→ Work instruction: Transcribe the records that follow, preserving every word.

→ Saved entries:

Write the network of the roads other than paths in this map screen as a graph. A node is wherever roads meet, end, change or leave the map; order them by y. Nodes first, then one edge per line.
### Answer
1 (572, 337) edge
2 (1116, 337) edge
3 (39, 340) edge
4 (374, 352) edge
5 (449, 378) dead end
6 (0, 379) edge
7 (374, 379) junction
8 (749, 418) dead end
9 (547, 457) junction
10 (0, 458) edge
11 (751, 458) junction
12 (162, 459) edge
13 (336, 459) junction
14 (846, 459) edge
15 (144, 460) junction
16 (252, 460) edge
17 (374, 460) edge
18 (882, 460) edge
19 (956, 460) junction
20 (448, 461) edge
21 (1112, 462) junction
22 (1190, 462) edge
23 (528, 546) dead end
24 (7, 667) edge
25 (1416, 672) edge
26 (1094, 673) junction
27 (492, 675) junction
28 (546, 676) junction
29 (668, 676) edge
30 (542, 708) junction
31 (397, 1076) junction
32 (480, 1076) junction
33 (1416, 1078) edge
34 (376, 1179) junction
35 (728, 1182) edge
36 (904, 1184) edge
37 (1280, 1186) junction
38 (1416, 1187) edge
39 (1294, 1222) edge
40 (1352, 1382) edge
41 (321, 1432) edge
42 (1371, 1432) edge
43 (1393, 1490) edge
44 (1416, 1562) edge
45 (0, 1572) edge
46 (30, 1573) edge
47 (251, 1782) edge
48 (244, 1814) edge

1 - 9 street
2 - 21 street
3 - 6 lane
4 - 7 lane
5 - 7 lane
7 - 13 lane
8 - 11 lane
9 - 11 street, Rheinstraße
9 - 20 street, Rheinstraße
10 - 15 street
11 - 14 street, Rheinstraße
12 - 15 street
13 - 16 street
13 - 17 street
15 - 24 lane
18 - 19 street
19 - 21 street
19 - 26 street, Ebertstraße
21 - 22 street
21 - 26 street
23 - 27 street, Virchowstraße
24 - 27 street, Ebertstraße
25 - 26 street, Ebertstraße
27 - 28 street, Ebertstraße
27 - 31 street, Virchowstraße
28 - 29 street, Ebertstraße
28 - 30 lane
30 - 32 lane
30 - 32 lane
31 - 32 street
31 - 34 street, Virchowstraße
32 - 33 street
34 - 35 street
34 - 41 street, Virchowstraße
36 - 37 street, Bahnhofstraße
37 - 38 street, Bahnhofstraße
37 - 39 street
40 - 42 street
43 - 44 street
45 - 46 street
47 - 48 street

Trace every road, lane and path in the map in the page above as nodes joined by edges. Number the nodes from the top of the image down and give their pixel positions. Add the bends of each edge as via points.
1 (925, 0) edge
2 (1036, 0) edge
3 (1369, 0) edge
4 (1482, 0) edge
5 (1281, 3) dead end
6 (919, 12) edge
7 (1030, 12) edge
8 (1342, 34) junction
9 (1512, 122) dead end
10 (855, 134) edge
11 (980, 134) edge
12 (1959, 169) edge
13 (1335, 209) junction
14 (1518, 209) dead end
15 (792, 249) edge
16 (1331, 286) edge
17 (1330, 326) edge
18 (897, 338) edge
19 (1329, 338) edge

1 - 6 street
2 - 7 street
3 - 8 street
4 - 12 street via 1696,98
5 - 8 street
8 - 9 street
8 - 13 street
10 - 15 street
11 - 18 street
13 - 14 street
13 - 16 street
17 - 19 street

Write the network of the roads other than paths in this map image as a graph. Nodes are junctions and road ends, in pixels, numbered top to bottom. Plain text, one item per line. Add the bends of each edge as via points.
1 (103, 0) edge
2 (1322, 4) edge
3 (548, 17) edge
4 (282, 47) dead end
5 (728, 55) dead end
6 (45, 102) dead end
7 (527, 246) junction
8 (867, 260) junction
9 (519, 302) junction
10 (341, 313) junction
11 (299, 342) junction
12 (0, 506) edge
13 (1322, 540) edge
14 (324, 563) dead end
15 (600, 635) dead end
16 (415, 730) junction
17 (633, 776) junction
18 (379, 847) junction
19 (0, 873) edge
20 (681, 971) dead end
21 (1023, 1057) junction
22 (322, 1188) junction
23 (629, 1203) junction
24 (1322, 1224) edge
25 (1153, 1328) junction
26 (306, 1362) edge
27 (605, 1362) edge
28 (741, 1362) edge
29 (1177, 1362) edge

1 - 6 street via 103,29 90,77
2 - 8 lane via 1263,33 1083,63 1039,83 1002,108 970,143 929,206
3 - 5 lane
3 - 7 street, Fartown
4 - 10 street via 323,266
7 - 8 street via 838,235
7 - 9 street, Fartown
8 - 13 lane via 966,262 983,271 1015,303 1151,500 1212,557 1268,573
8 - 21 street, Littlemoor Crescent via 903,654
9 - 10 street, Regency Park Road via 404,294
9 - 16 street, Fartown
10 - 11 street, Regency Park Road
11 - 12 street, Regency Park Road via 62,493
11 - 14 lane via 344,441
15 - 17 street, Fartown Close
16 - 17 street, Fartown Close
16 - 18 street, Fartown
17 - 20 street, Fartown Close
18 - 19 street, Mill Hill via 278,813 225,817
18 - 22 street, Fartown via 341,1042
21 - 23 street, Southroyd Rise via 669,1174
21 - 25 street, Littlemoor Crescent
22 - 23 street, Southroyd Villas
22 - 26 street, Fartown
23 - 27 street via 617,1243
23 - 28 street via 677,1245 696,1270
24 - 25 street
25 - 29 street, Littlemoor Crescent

→ Solution for this exercise:
Write the network of the roads other than paths in this map screen as a graph. A node is wherever roads meet, end, change or leave the map; order them by y. Nodes first, then one edge per line.
### Answer
1 (572, 337) edge
2 (1116, 337) edge
3 (39, 340) edge
4 (374, 352) edge
5 (449, 378) dead end
6 (0, 379) edge
7 (374, 379) junction
8 (749, 418) dead end
9 (547, 457) junction
10 (0, 458) edge
11 (751, 458) junction
12 (162, 459) edge
13 (336, 459) junction
14 (846, 459) edge
15 (144, 460) junction
16 (252, 460) edge
17 (374, 460) edge
18 (882, 460) edge
19 (956, 460) junction
20 (448, 461) edge
21 (1112, 462) junction
22 (1190, 462) edge
23 (528, 546) dead end
24 (7, 667) edge
25 (1416, 672) edge
26 (1094, 673) junction
27 (492, 675) junction
28 (546, 676) junction
29 (668, 676) edge
30 (542, 708) junction
31 (397, 1076) junction
32 (480, 1076) junction
33 (1416, 1078) edge
34 (376, 1179) junction
35 (728, 1182) edge
36 (904, 1184) edge
37 (1280, 1186) junction
38 (1416, 1187) edge
39 (1294, 1222) edge
40 (1352, 1382) edge
41 (321, 1432) edge
42 (1371, 1432) edge
43 (1393, 1490) edge
44 (1416, 1562) edge
45 (0, 1572) edge
46 (30, 1573) edge
47 (251, 1782) edge
48 (244, 1814) edge

1 - 9 street
2 - 21 street
3 - 6 lane
4 - 7 lane
5 - 7 lane
7 - 13 lane
8 - 11 lane
9 - 11 street, Rheinstraße
9 - 20 street, Rheinstraße
10 - 15 street
11 - 14 street, Rheinstraße
12 - 15 street
13 - 16 street
13 - 17 street
15 - 24 lane
18 - 19 street
19 - 21 street
19 - 26 street, Ebertstraße
21 - 22 street
21 - 26 street
23 - 27 street, Virchowstraße
24 - 27 street, Ebertstraße
25 - 26 street, Ebertstraße
27 - 28 street, Ebertstraße
27 - 31 street, Virchowstraße
28 - 29 street, Ebertstraße
28 - 30 lane
30 - 32 lane
30 - 32 lane
31 - 32 street
31 - 34 street, Virchowstraße
32 - 33 street
34 - 35 street
34 - 41 street, Virchowstraße
36 - 37 street, Bahnhofstraße
37 - 38 street, Bahnhofstraße
37 - 39 street
40 - 42 street
43 - 44 street
45 - 46 street
47 - 48 street

Trace every road, lane and path in the map in the page above as nodes joined by edges. Number the nodes from the top of the image down and give their pixel positions. Add the bends of each edge as via points.
1 (925, 0) edge
2 (1036, 0) edge
3 (1369, 0) edge
4 (1482, 0) edge
5 (1281, 3) dead end
6 (919, 12) edge
7 (1030, 12) edge
8 (1342, 34) junction
9 (1512, 122) dead end
10 (855, 134) edge
11 (980, 134) edge
12 (1959, 169) edge
13 (1335, 209) junction
14 (1518, 209) dead end
15 (792, 249) edge
16 (1331, 286) edge
17 (1330, 326) edge
18 (897, 338) edge
19 (1329, 338) edge

1 - 6 street
2 - 7 street
3 - 8 street
4 - 12 street via 1696,98
5 - 8 street
8 - 9 street
8 - 13 street
10 - 15 street
11 - 18 street
13 - 14 street
13 - 16 street
17 - 19 street

Write the network of the roads other than paths in this map image as a graph. Nodes are junctions and road ends, in pixels, numbered top to bottom. Plain text, one item per line. Add the bends of each edge as via points.
1 (103, 0) edge
2 (1322, 4) edge
3 (548, 17) edge
4 (282, 47) dead end
5 (728, 55) dead end
6 (45, 102) dead end
7 (527, 246) junction
8 (867, 260) junction
9 (519, 302) junction
10 (341, 313) junction
11 (299, 342) junction
12 (0, 506) edge
13 (1322, 540) edge
14 (324, 563) dead end
15 (600, 635) dead end
16 (415, 730) junction
17 (633, 776) junction
18 (379, 847) junction
19 (0, 873) edge
20 (681, 971) dead end
21 (1023, 1057) junction
22 (322, 1188) junction
23 (629, 1203) junction
24 (1322, 1224) edge
25 (1153, 1328) junction
26 (306, 1362) edge
27 (605, 1362) edge
28 (741, 1362) edge
29 (1177, 1362) edge

1 - 6 street via 103,29 90,77
2 - 8 lane via 1263,33 1083,63 1039,83 1002,108 970,143 929,206
3 - 5 lane
3 - 7 street, Fartown
4 - 10 street via 323,266
7 - 8 street via 838,235
7 - 9 street, Fartown
8 - 13 lane via 966,262 983,271 1015,303 1151,500 1212,557 1268,573
8 - 21 street, Littlemoor Crescent via 903,654
9 - 10 street, Regency Park Road via 404,294
9 - 16 street, Fartown
10 - 11 street, Regency Park Road
11 - 12 street, Regency Park Road via 62,493
11 - 14 lane via 344,441
15 - 17 street, Fartown Close
16 - 17 street, Fartown Close
16 - 18 street, Fartown
17 - 20 street, Fartown Close
18 - 19 street, Mill Hill via 278,813 225,817
18 - 22 street, Fartown via 341,1042
21 - 23 street, Southroyd Rise via 669,1174
21 - 25 street, Littlemoor Crescent
22 - 23 street, Southroyd Villas
22 - 26 street, Fartown
23 - 27 street via 617,1243
23 - 28 street via 677,1245 696,1270
24 - 25 street
25 - 29 street, Littlemoor Crescent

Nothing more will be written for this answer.